Nigeria's Sovereign Wealth Fund: A Brief Comparative Analysis to Norway.
- Donald Ogbemudia
- Jul 8, 2015
- 4 min read
Ex-President Goodluck Jonathan has been hit with a series of allegations concerning the mismanagement of Nigeria’s oil wealth, mainly her Excess Crude Account.
The allegations revolving around the unauthorized withdrawals from the Nigerian Excess Crude Account (ECA), led the National Economic Council (NEC) to set up a 4-man committee (made up of 4 sitting governors) to investigate the claims. They found that $2.1 billion was withdrawn from the ECA without prior authorization. In reply to their findings, Ex-Minister of Finance, Ngozi Okonjo-Iweala proclaimed with a supporting document, that no unauthorized withdrawals were made under her watch in the Finance Ministry. She went ahead to say that decisions on such withdrawals were discussed at meetings of the Federation Accounts Allocation Committee (FAAC), attended by finance commissioners from all 36 states. The FAAC denies this fact.
This conflicting issue raises questions about the legality of the ECA, and who is allowed access to it. This article provides a comparative analysis of the Sovereign Wealth Funds Nigeria and Norway. This will help to identify the flaws that have led to the on-going scandal.
What is a Sovereign Wealth Fund?
The SWF Institute defines a Sovereign Wealth Fund, as
“A state owned investment fund or entity that is commonly established from the balance of payments surpluses, official foreign currency operations, the proceeds of privatizations, governmental transfer payments, fiscal surpluses, and/or receipts resulting from resource exports.”
A country sets up a fund to protect and stabilize the budget and economy from excess volatility in revenues/exports. For example, this fund would have been efficient at stabilizing the naira against the pound and dollar, as crude oil prices are falling. It also sets up a fund to increase savings for its future generations and earn greater returns than it would on foreign exchange reserves.
Norway: A brief Analysis
Norway established its Sovereign Wealth Fund in 1990. The Government Pension Fund Global [GPFG], previously Petroleum Fund, is credited with holding the world’s largest SWF with a value of $882billion.

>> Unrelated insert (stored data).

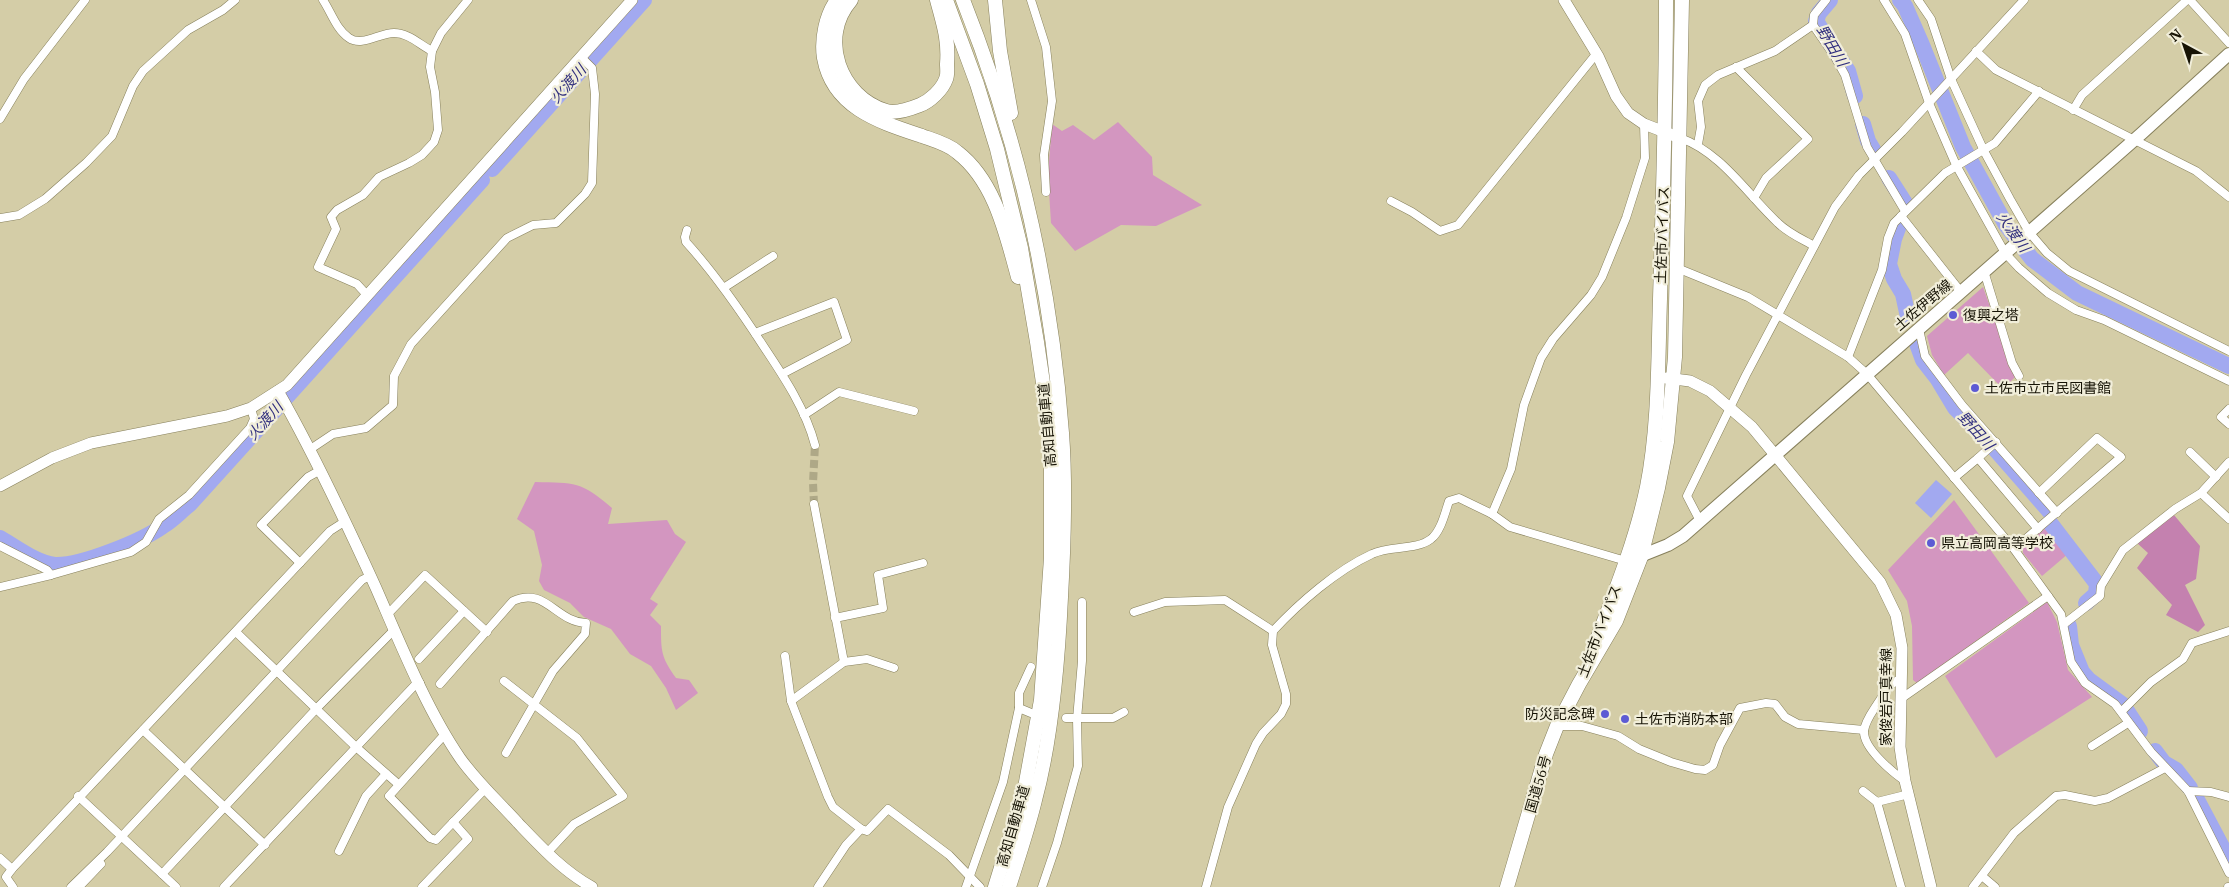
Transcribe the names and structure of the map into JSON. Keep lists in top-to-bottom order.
{
  "streets": {
    "highway": ["土佐市バイパス", "高知自動車道", "国道56号"],
    "main road": ["土佐伊野線"],
    "street": ["家俊岩戸真幸線"]
  },
  "crossings": [
    ["土佐市バイパス", "土佐伊野線"],
    ["土佐市バイパス", "家俊岩戸真幸線"],
    ["土佐市バイパス", "国道56号"],
    ["土佐伊野線", "家俊岩戸真幸線"]
  ],
  "water": ["野田川", "火渡川"],
  "places": [
    "復興之塔",
    "土佐市立市民図書館",
    "県立高岡高等学校",
    "防災記念碑",
    "土佐市消防本部"
  ],
  "north": "top left"
}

In 2011, it was estimated that each Norwegian citizen was a millionaire, albeit in theory because citizens are not granted access to the funds. The brilliance in its economic policy is its unwillingness to convert oil export proceedings into domestic currency, thus pushing up the exchange rate. Norges Bank Investment Management manages the fund on behalf of the Ministry of Finance.

Nigeria: A brief Analysis
Nigeria operates 2 funds:
The Excess Crude Account: This was established in 2003 and became operational in 2004. It was used to save revenues, during periods of high oil prices. By 2007 it was worth $17.3Billion. However, unexplained withdrawals took place, which reduced the balance by 85%. The underlying issue was the flaw in the legal framework of the account. It was unclear who had access to it and on what circumstances it should be used. The Fiscal Responsibility Act 2007 gives guidelines but is vague.

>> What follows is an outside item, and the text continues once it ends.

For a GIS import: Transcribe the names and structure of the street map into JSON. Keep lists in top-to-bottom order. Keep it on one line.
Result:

The Nigerian Sovereign Investment Authority: The NSIA was set up, with an initial capital of $1billion, under the NSIA Act 2011. This gave its Jurisdiction over the country’s excess petroleum revenue. It is the 3rd largest sovereign wealth fund in Sub Saharan Africa. The fund is split into 3 components which are:
Stabilization Fund
Future generations Fund
Nigeria Infrastructure Fund

COMPARISON: GPFG AND NSIA
Transparency
The Linaburg-Maduell Transparency Index is a method of rating transparency in respect to sovereign Wealth Funds from a scale of 1-10. A minimum of 8 points is required to be graded as Transparent. This index is based off ten essential principles that depict sovereign wealth fund transparency to the public.
Norway (GPFG) was graded with 10 points which is the highest attainable grade depicting Transparency.
Nigeria (NSIA NOT ECA) was upgraded from a 4 to 9 which is a THE 2ND highest score.
Legal Framework Guiding Spending Rule
Norway (GPFG) operates a Budgetary Rule known as handlingsregelen. The rule states that a maximum of 4% of the fund’s total assets be allocated to the yearly government budget. With the value of the pension fund increasing every year, the rule has secured better conditions for future generations. A broad majority of the political parties in Norway have also agreed to comply with this fixed percentage usage.
In stark contrast, Nigeria (ECA) does not have a well-defined framework for its operation; political interests have constantly guided it. Weak governance structures have allowed extensive ad-hoc withdrawals. However, the Nigerian Sovereign Investment Authority Act 2011 guides the NSIA. The act clearly provides clear policy on how the NSIA should operate.
Investment Strategy
The Norwegian (GPFG) investment strategy is based on the principle that to achieve a satisfactory long-term return, one must assume risk. The Ministry places emphasis on exploiting the Fund's ability to bear risk by building on its special characteristic as a large, long-term investor. The GPFG has grown because money is consigned to fund managers to invest in a wide array of stocks and bonds so as to minimize risks. The aim for the management of the GPFG is not to minimize fluctuations in the Fund's returns because such a strategy would produce a significantly lower expected return overtime. The GPFG is able to do this because of its large capital.
The Nigerian (NSIA) investment strategy is intended to help increase the credibility of Nigeria’s macro-economic framework and to act as a buffer against short-term instability. The Fund’s assets are invested conservatively, striking a balance between generating a modest positive return and preserving capital in nominal term. The time horizon of the fund is short and as a result the fund is restricted to investing in investment grade sovereign and corporate fixed income assets with a maturity of up to 3 years.
CONCLUSION
It is still unclear why the ECA has not been closed with the balance moved to the NSIA. Norway is a much smaller country with a diversified economy, there are also different socio economic factors involved but Nigeria can take some lessons from the Norwegian economic model, especially when it involves issues of spending limits, access to accounts and the Legal Framework in which a fund is set up.